**EXERCISE BRIEF**.
Verbatim copy without pictures. Please print every entry as it stands.

[Collected data entries]
§

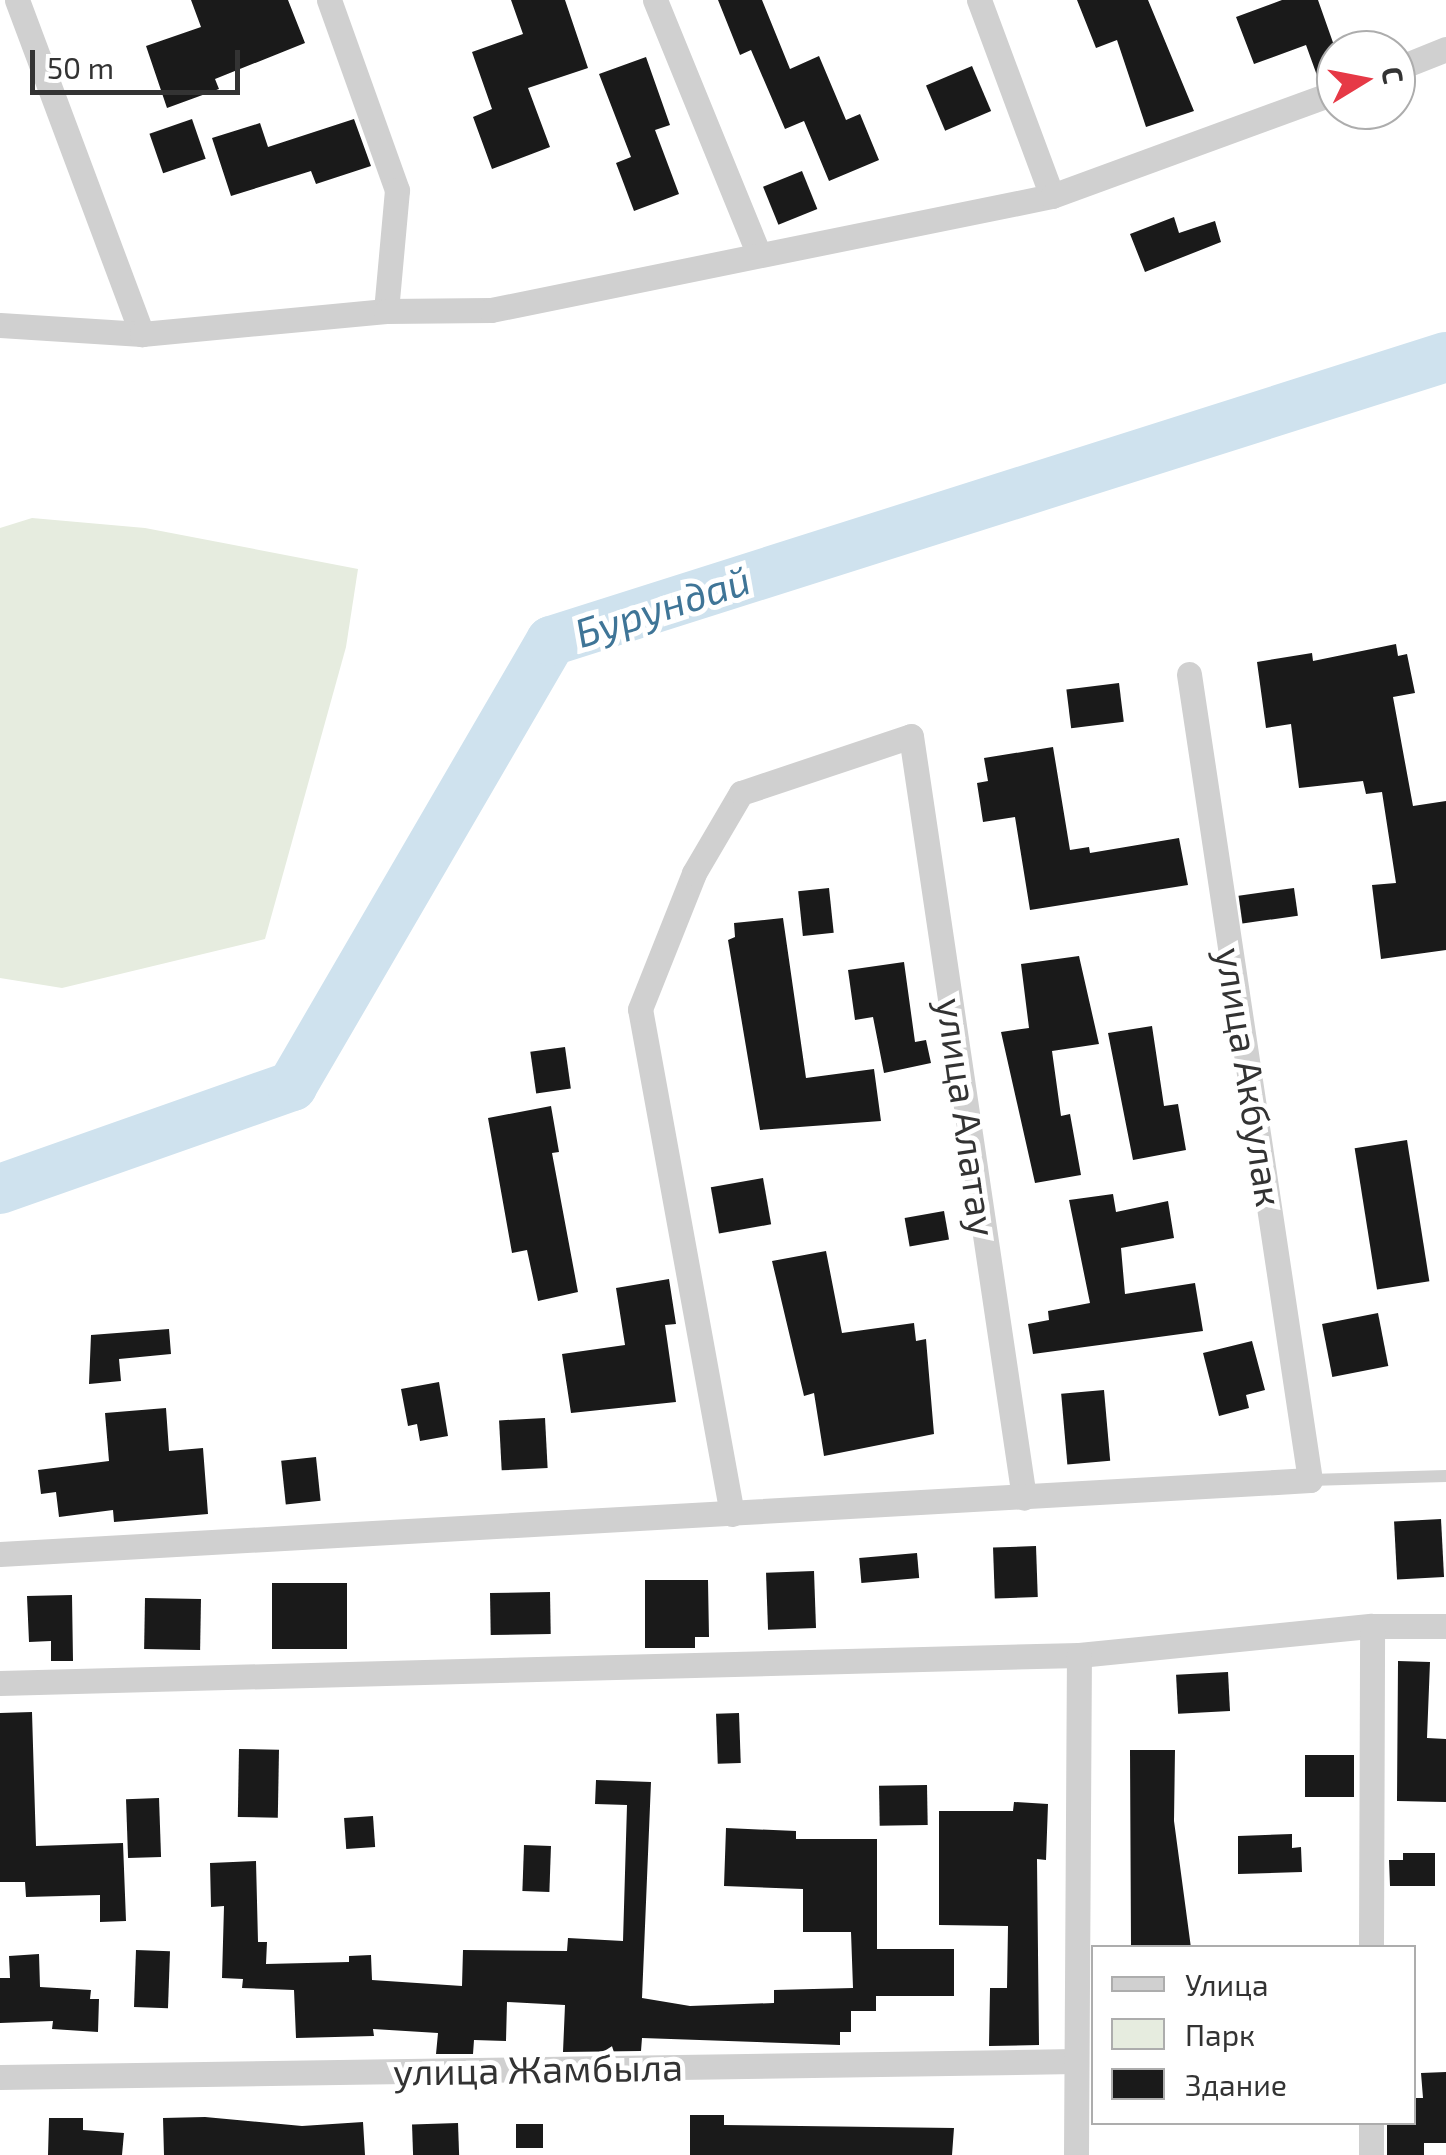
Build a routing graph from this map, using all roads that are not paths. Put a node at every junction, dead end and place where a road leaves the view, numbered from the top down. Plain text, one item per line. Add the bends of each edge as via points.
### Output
1 (17, 0) edge
2 (329, 0) edge
3 (656, 0) edge
4 (980, 0) edge
5 (1446, 49) edge
6 (1416, 60) edge
7 (1316, 99) edge
8 (1052, 196) junction
9 (758, 253) junction
10 (386, 311) junction
11 (0, 325) edge
12 (142, 334) junction
13 (1189, 674) dead end
14 (1446, 1476) edge
15 (1310, 1480) junction
16 (1024, 1498) junction
17 (732, 1514) junction
18 (0, 1554) edge
19 (1372, 1626) junction
20 (1446, 1626) edge
21 (1079, 1655) junction
22 (0, 1683) edge
23 (1372, 1945) edge
24 (1076, 2060) junction
25 (0, 2078) edge
26 (1371, 2125) edge
27 (1076, 2155) edge
28 (1371, 2155) edge

1 - 12 street
2 - 10 street via 397,190
3 - 9 street
4 - 8 street
5 - 6 street
7 - 8 street
8 - 9 street
9 - 10 street via 491,310
10 - 12 street
11 - 12 street
13 - 15 street, улица Акбулак
14 - 15 lane
15 - 16 street
16 - 17 street
16 - 17 street, улица Алатау via 911,736 741,794 694,874 640,1009
17 - 18 street
19 - 20 street
19 - 21 street
19 - 23 street
21 - 22 street
21 - 24 street
24 - 25 street, улица Жамбыла
24 - 27 street
26 - 28 street

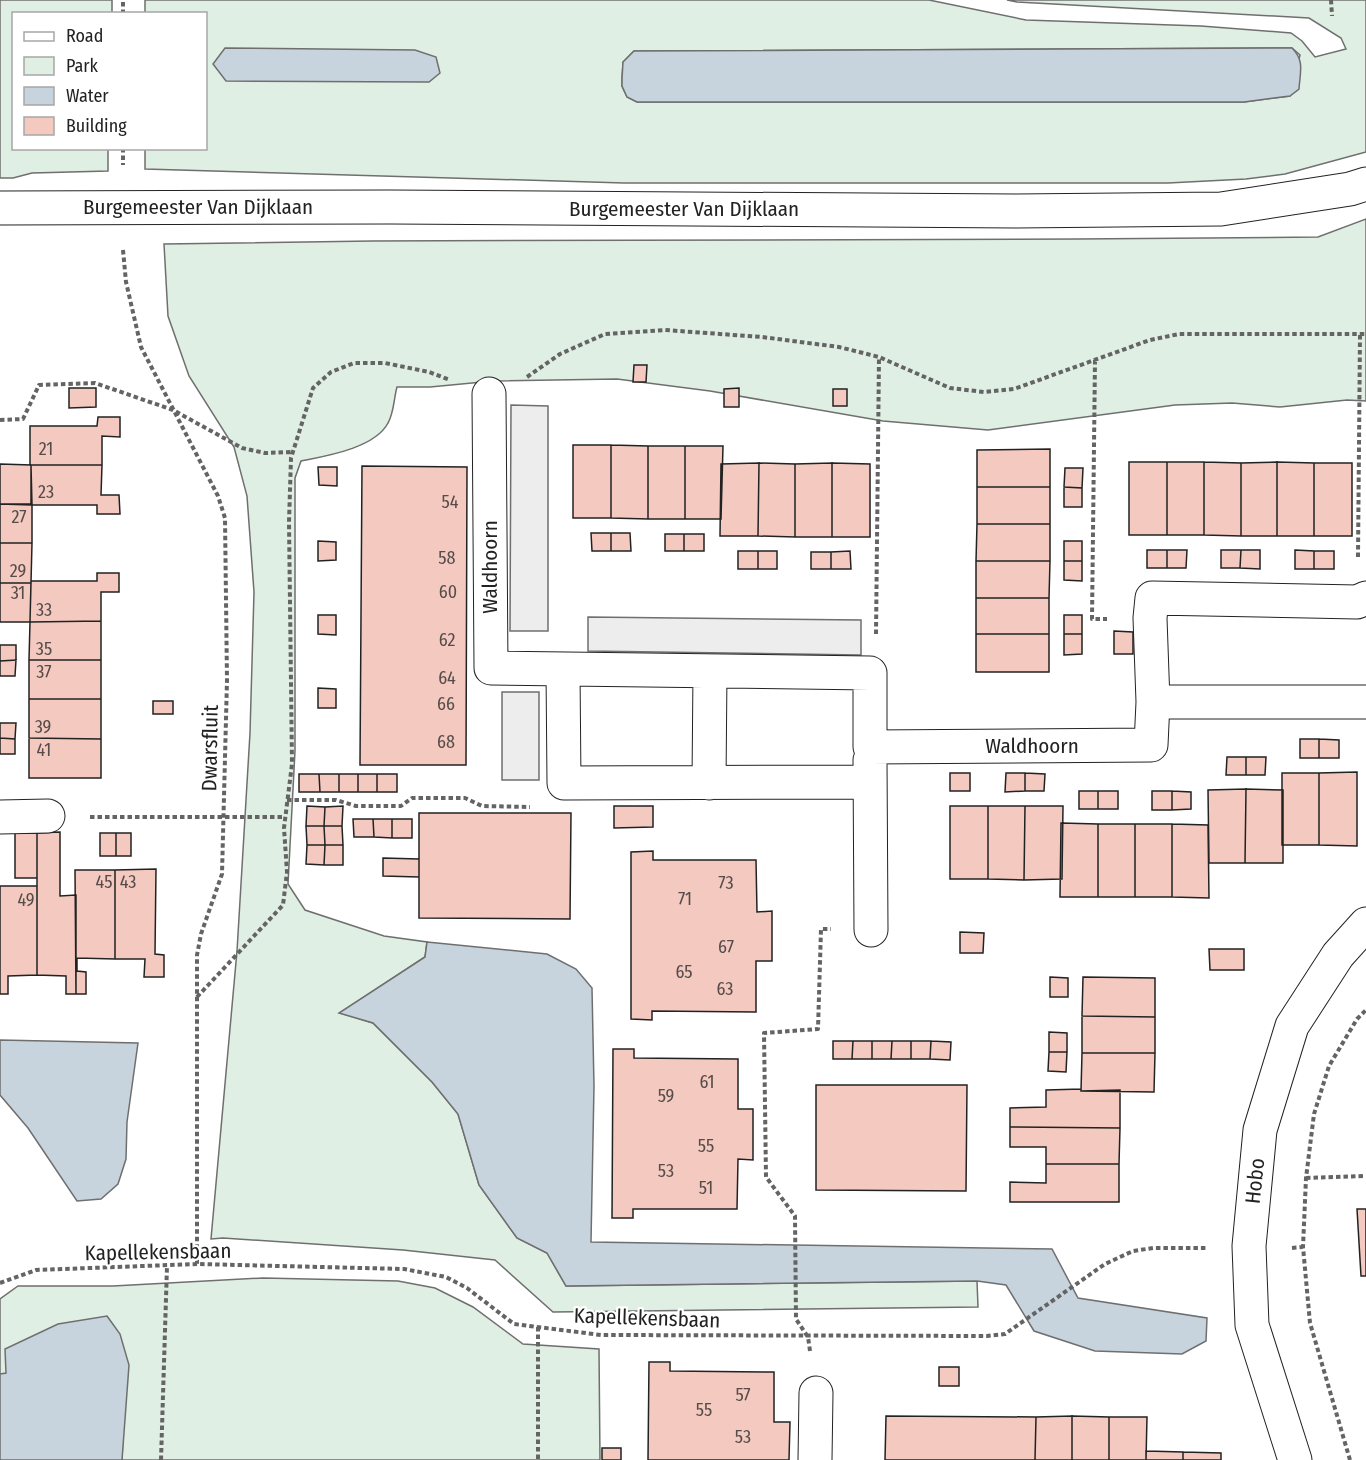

§

**YOUR RESPONSE**.
Build a routing graph from this map, using all roads that are not paths. Put a node at every junction, dead end and place where a road leaves the view, numbered from the top down. Plain text, one item per line. Add the bends of each edge as via points.
### Output
1 (17, 0) edge
2 (329, 0) edge
3 (656, 0) edge
4 (980, 0) edge
5 (1446, 49) edge
6 (1416, 60) edge
7 (1316, 99) edge
8 (1052, 196) junction
9 (758, 253) junction
10 (386, 311) junction
11 (0, 325) edge
12 (142, 334) junction
13 (1189, 674) dead end
14 (1446, 1476) edge
15 (1310, 1480) junction
16 (1024, 1498) junction
17 (732, 1514) junction
18 (0, 1554) edge
19 (1372, 1626) junction
20 (1446, 1626) edge
21 (1079, 1655) junction
22 (0, 1683) edge
23 (1372, 1945) edge
24 (1076, 2060) junction
25 (0, 2078) edge
26 (1371, 2125) edge
27 (1076, 2155) edge
28 (1371, 2155) edge

1 - 12 street
2 - 10 street via 397,190
3 - 9 street
4 - 8 street
5 - 6 street
7 - 8 street
8 - 9 street
9 - 10 street via 491,310
10 - 12 street
11 - 12 street
13 - 15 street, улица Акбулак
14 - 15 lane
15 - 16 street
16 - 17 street
16 - 17 street, улица Алатау via 911,736 741,794 694,874 640,1009
17 - 18 street
19 - 20 street
19 - 21 street
19 - 23 street
21 - 22 street
21 - 24 street
24 - 25 street, улица Жамбыла
24 - 27 street
26 - 28 street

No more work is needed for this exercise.